The banknote printer last week reported its full year financial statement, which included two sets of results before and after the disposal of the Cash Processing Solutions (CPS) business on 22 May.
De La Rue had announced it sold CPS to Privet Capital for £3.6m the day before the full year results were published on Tuesday.
Before the disposal underlying pre-tax profit for the year to 26 March 2016 fell 13% to £50.5m and underlying operating profit dropped 10% to £62.5m due to the loss of £7.9m in CPS. Revenues rose 3% to £488.2m
On a continuing operations basis, group revenue was up 7% to £454.5m, underlying operating profit increased by 2% to £70.4m and underlying profit before tax was up 2% to £58.5m.
Chief executive Martin Sutherland said the company had made good progress on its five-year strategic plan to transform into the business into a technology-led security product and service product.
“We have reorganised the business structure, increased investment in product development and new technologies, and successfully completed a manufacturing footprint review,” he said.
The manufacturing footprint review concluded that the company could achieve more than £13m of annual savings from fiscal year 2018-19 by reducing the number of print lines and consolidating banknote production into four centres.

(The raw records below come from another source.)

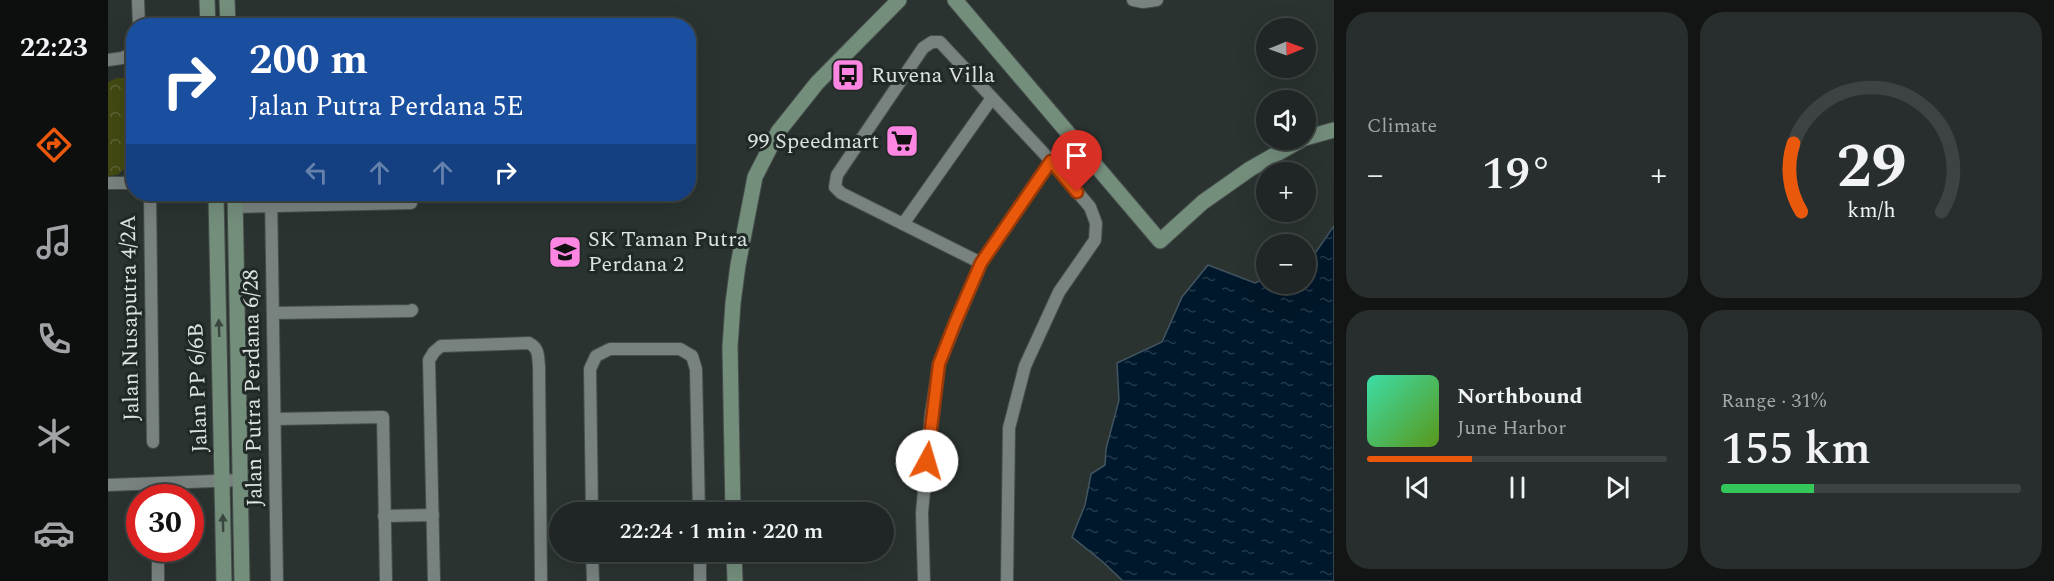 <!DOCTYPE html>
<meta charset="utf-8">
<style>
:root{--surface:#202625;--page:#282e2d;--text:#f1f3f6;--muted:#a2a5a7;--line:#3d4342;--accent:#ea580c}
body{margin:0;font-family:Spectral,serif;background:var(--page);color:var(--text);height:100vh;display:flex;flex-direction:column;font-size:22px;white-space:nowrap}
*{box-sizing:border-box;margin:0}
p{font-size:20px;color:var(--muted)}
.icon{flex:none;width:33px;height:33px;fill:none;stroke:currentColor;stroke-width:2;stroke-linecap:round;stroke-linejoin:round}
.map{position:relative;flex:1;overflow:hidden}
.panel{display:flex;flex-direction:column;gap:12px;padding:12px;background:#121514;width:720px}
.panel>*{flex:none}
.top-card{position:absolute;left:18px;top:18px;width:570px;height:183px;border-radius:24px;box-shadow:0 6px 24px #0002,0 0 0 2px var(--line);background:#1a4fa0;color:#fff;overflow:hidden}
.needle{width:39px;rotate:89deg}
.fabs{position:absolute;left:1148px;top:18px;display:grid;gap:12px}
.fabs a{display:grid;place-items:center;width:60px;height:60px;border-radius:50%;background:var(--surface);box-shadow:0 6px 24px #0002,0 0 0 2px var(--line);font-size:30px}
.speed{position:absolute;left:18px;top:484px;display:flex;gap:12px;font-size:30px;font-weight:700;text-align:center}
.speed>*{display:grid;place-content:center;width:78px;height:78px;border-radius:50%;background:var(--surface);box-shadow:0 6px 24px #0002,0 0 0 2px var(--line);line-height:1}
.speed .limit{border:9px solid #d22;background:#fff;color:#111}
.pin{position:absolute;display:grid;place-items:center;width:51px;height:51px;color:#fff;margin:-62px -26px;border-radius:50% 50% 50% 0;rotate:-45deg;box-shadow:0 0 6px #0007}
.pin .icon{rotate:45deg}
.me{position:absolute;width:66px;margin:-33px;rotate:6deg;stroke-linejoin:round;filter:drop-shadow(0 0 4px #0008)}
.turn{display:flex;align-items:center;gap:21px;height:126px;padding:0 24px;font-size:27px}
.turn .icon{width:78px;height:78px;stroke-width:2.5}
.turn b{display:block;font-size:42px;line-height:51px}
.lanes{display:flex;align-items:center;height:57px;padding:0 24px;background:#0003;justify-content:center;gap:30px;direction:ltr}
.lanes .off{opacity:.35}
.big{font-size:45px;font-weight:600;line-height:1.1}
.panel .card{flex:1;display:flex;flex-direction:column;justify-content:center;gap:9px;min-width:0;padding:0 21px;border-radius:24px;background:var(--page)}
.panel .dial{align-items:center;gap:0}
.dial svg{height:156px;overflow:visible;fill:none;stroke:var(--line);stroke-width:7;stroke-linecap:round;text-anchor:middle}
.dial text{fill:var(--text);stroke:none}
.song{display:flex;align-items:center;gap:18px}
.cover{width:72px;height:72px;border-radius:9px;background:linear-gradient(135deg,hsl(160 70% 55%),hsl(90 70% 35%))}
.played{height:6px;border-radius:3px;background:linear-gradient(90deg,var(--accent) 35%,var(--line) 35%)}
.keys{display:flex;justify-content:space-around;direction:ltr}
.heat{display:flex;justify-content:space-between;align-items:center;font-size:33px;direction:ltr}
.charge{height:9px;border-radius:4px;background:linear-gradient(90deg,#34c759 31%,var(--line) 0)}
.panel .tiles{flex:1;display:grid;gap:12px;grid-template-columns:repeat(2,1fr)}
.trip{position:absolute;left:441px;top:502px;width:345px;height:60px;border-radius:30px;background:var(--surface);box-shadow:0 6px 24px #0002,0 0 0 2px var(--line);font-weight:600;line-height:60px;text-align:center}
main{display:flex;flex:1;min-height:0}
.tabs{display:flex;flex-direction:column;width:108px;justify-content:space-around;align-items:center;background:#0d0f0f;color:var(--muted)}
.tabs .icon{width:42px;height:42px}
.tabs .current{color:var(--accent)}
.tabs b{font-size:27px;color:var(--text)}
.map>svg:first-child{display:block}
.forest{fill:url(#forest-crowns)}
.water{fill:url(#water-ripples);stroke:#425561;stroke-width:1.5}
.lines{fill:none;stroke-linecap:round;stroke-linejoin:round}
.street-casing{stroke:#474f4d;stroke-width:14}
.secondary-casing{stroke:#474f4d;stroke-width:17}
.street{stroke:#78827f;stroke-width:12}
.secondary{stroke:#748e7c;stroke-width:15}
.oneway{fill:#3a4740}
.route-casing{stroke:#983908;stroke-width:15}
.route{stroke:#ea580c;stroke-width:10}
.labels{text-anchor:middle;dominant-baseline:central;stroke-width:6;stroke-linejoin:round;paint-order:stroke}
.poi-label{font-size:22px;fill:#dce2e0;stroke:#212927;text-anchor:start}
.street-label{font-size:22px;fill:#dce2e0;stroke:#212927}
</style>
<main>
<nav class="tabs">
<b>22:23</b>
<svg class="icon current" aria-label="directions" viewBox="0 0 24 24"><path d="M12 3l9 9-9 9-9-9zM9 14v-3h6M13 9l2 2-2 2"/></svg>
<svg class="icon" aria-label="music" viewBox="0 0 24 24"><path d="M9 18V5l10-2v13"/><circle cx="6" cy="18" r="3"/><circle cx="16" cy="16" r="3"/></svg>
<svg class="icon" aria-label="phone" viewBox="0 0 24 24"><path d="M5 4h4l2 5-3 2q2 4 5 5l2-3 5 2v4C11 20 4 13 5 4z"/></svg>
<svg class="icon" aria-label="climate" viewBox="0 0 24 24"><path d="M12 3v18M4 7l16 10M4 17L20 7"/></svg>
<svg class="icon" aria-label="car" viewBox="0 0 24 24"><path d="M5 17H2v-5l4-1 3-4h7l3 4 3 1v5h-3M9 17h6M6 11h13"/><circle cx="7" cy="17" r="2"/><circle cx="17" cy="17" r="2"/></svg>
</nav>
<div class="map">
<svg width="1226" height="581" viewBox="0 0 1226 581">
<defs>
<pattern id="forest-crowns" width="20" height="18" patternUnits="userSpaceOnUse" patternTransform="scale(1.5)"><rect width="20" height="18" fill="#424912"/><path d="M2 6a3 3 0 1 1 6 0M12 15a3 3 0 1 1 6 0" fill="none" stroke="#5d6334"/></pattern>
<pattern id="water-ripples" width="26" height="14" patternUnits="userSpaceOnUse" patternTransform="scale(1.5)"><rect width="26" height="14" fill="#00182b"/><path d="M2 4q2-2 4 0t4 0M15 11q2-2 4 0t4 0" fill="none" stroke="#253949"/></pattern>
</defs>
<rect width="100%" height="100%" fill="#2b3331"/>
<polygon class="forest" points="9,78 25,78 25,162 9,175 0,176 0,82"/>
<polygon class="water" points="1226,226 1226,581 1015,581 995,562 964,537 977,505 983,474 997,465 998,449 1011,400 1009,363 1054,342 1074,297 1100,265 1147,283 1158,278 1158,284 1197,284 1197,257 1208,252"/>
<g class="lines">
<g class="street-casing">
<g id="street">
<polyline points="30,0 31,26"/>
<polyline points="1025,0 1035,2 1049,0"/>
<polyline points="0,60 14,58 26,53"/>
<polyline points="0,183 26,183"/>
<polyline points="42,194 45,442"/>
<polyline points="163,194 169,581"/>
<polyline points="127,207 303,203"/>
<polyline points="795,224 884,98"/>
<polyline points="873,263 733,193 727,187 729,175 815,48 824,42 832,42 943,161 982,207 988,223 987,240 951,292 917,366 901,428 899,581"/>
<polyline points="165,313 303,311 304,310"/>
<polyline points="167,419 275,417 278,581"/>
<polyline points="0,485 133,480"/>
<polyline points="591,512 625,511"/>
<polyline points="484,513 482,369 488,356 502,349 572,349 584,356 588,369 591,513"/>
<polyline points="276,516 325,515"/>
<polyline points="484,552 485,581"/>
<polyline points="592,552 592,581"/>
<polyline points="50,560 50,581"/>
<path d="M326,581L321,360L326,352L333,346L421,343C431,348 430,356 431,367L433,581"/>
<polyline points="816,581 814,513 823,414 831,364 873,263 943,161 964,139"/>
</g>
</g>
<g class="secondary-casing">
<g id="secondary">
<polyline points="99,0 100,26"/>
<polyline points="119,0 120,26"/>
<polyline points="847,0 1052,241 1095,202 1142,169 1193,140"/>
<polyline points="1197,138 1226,130"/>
<polyline points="108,194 116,581"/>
<polyline points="127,194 134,581"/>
<polyline points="625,513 622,347 625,303 630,265 647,177 670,132 709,83 791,0"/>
<polyline points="626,552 627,581"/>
</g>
</g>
<use href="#street" class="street"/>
<use href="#secondary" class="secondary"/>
</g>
<defs><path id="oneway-solid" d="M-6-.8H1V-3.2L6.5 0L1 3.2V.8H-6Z" transform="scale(1.5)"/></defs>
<g class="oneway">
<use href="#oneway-solid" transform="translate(111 328) rotate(-92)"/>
<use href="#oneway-solid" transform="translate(115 523) rotate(-91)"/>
</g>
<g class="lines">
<g class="route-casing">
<polyline id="route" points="819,461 831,364 847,323 873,263 943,161 969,192"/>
</g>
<use href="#route" class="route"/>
</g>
<defs>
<g id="bus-square" transform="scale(1.725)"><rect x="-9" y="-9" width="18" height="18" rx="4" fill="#fd86e2" stroke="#212927"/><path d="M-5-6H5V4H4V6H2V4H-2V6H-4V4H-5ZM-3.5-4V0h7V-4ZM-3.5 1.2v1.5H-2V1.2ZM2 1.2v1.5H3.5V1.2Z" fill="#111"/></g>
<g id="supermarket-square" transform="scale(1.725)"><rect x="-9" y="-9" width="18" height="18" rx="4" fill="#fd86e2" stroke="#212927"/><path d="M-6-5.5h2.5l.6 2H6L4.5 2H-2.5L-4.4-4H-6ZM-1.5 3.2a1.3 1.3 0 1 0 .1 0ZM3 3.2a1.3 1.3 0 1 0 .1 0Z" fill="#111"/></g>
<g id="school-square" transform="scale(1.725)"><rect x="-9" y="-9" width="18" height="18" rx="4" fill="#fd86e2" stroke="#212927"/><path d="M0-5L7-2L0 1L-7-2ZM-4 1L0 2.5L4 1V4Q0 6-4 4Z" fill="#111"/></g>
</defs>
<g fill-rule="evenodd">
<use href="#bus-square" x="740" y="75"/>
<use href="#supermarket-square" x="794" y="141"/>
<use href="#school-square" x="457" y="252"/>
</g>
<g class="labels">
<g class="poi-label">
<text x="763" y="75">Ruvena Villa</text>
<text x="771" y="141" text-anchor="end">99 Speedmart</text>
<text x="480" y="239">SK Taman Putra<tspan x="480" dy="25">Perdana 2</tspan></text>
</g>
<g class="street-label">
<text transform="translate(22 318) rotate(-91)">Jalan Nusaputra 4/2A</text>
<text transform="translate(90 388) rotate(-92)">Jalan PP 6/6B</text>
<text transform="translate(145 388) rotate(-91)">Jalan Putra Perdana 6/28</text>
</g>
</g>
</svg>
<div class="fabs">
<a><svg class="needle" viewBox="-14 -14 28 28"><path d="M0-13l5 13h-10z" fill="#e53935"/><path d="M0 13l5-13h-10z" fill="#a2a5a7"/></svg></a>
<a><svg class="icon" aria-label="sound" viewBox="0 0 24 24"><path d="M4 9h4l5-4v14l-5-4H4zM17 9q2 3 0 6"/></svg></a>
<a>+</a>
<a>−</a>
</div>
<div class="speed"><div class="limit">30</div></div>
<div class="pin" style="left:969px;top:192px;background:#d93025"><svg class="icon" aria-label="arrive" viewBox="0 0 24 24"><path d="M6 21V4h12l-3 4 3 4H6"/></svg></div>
<svg class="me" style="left:819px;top:461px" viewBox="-20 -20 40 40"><circle r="19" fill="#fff"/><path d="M0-13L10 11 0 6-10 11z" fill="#ea580c"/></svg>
<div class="trip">22:24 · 1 min · 220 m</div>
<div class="top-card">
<div class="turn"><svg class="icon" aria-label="right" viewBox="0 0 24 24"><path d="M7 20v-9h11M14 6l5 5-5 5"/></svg><div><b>200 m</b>Jalan Putra Perdana 5E</div></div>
<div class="lanes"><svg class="icon off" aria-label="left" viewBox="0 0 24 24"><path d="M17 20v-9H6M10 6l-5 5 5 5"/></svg><svg class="icon off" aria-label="ahead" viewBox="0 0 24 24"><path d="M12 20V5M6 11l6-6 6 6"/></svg><svg class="icon off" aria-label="ahead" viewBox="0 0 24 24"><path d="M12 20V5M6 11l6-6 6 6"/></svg><svg class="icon" aria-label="right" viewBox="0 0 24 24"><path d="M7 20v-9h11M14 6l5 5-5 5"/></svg></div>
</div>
</div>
<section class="panel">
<div class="tiles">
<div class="card"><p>Climate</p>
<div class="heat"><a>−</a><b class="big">19°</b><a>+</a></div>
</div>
<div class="card dial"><svg viewBox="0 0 100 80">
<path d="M14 69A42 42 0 1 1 86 69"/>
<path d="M14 69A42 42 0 0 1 10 34" stroke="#ea580c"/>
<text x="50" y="56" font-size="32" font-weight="700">29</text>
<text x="50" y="72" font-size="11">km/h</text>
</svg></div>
<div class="card">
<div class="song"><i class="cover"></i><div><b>Northbound</b><p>June Harbor</p></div></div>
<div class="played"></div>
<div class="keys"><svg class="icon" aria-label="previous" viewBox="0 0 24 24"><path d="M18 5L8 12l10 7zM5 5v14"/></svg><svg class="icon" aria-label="pause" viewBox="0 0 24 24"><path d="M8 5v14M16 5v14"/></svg><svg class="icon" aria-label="next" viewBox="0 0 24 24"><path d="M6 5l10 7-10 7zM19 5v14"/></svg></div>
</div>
<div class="card"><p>Range · 31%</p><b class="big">155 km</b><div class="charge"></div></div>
</div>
</section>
</main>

The group said it will reduce banknote print production capacity from eight billion to six billion notes a year, matching current and long term average market demand.
“Some rare good news here of late with the favourable 13 April update and the CEO delivering in terms of his promise if necessary to sell/close CPS,” said Numis analyst Charles Pick.
“We also like the good start to the new strategy execution. However, there are negatives too: pre-tax profit could be -16.9% this full year before rebounding as cost savings from the manufacturing footprint review mount.”
Pick said reasons for caution in this current fiscal year include: the boost to last year’s fourth quarter results from atypically long production runs for banknotes with low wastage rates; the high margin security features contract that ended last December; and the possibility that earnings before interest and tax at Identity Solutions could be lower year-on-year.
“It is also probable that net debt will now trend higher, given extra capex and other costs for the manufacturing footprint review. This said, the CEO is a man with a definite plan and a strategy that looks likely to revitalise De La Rue, whilst by full year 2018/19 pre-tax profit ought to considerably surpass the 2015/16 outturn and upgraded free cash flow should enable some pay down then of net debt.”
Shares were down 3.12% to 542.50p at 1321 BST.